[Dataset excerpts]
-- Opening Marker --
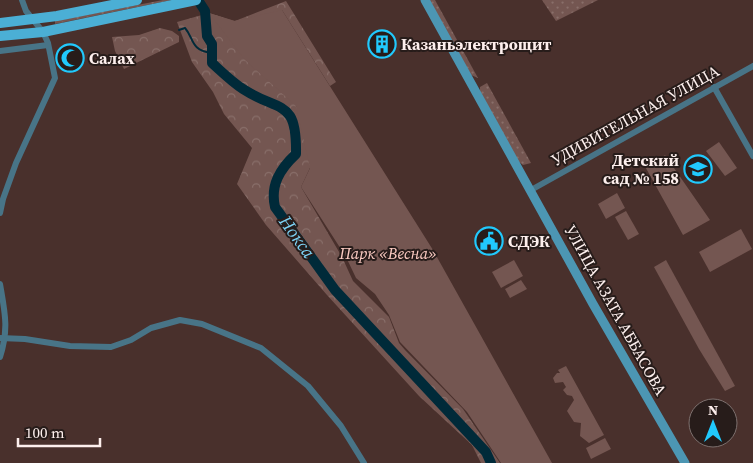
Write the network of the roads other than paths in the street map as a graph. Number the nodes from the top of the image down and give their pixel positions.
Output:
1 (22, 0) edge
2 (137, 0) edge
3 (196, 0) edge
4 (425, 0) edge
5 (31, 20) junction
6 (0, 23) edge
7 (42, 32) junction
8 (0, 36) edge
9 (48, 45) junction
10 (0, 51) edge
11 (753, 66) edge
12 (714, 87) junction
13 (753, 156) edge
14 (531, 190) junction
15 (0, 213) edge
16 (0, 284) edge
17 (3, 338) edge
18 (0, 357) edge
19 (364, 463) edge
20 (685, 463) edge

1 - 5 street
2 - 5 main road
3 - 7 main road
4 - 14 street, УЛИЦА АЗАТА АББАСОВА
5 - 6 main road
5 - 7 street
7 - 8 main road
7 - 9 street
9 - 10 street
9 - 15 street
11 - 12 street, УДИВИТЕЛЬНАЯ УЛИЦА
12 - 13 street
12 - 14 street, УДИВИТЕЛЬНАЯ УЛИЦА
14 - 20 street, УЛИЦА АЗАТА АББАСОВА
16 - 17 street
17 - 18 street
17 - 19 street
-- Closing Marker --
TRY IT: An exact copy of the entries, minus the pictures, is what to return.

RESULT OF THE TASK:
Write the network of the roads other than paths in the street map as a graph. Number the nodes from the top of the image down and give their pixel positions.
Output:
1 (22, 0) edge
2 (137, 0) edge
3 (196, 0) edge
4 (425, 0) edge
5 (31, 20) junction
6 (0, 23) edge
7 (42, 32) junction
8 (0, 36) edge
9 (48, 45) junction
10 (0, 51) edge
11 (753, 66) edge
12 (714, 87) junction
13 (753, 156) edge
14 (531, 190) junction
15 (0, 213) edge
16 (0, 284) edge
17 (3, 338) edge
18 (0, 357) edge
19 (364, 463) edge
20 (685, 463) edge

1 - 5 street
2 - 5 main road
3 - 7 main road
4 - 14 street, УЛИЦА АЗАТА АББАСОВА
5 - 6 main road
5 - 7 street
7 - 8 main road
7 - 9 street
9 - 10 street
9 - 15 street
11 - 12 street, УДИВИТЕЛЬНАЯ УЛИЦА
12 - 13 street
12 - 14 street, УДИВИТЕЛЬНАЯ УЛИЦА
14 - 20 street, УЛИЦА АЗАТА АББАСОВА
16 - 17 street
17 - 18 street
17 - 19 street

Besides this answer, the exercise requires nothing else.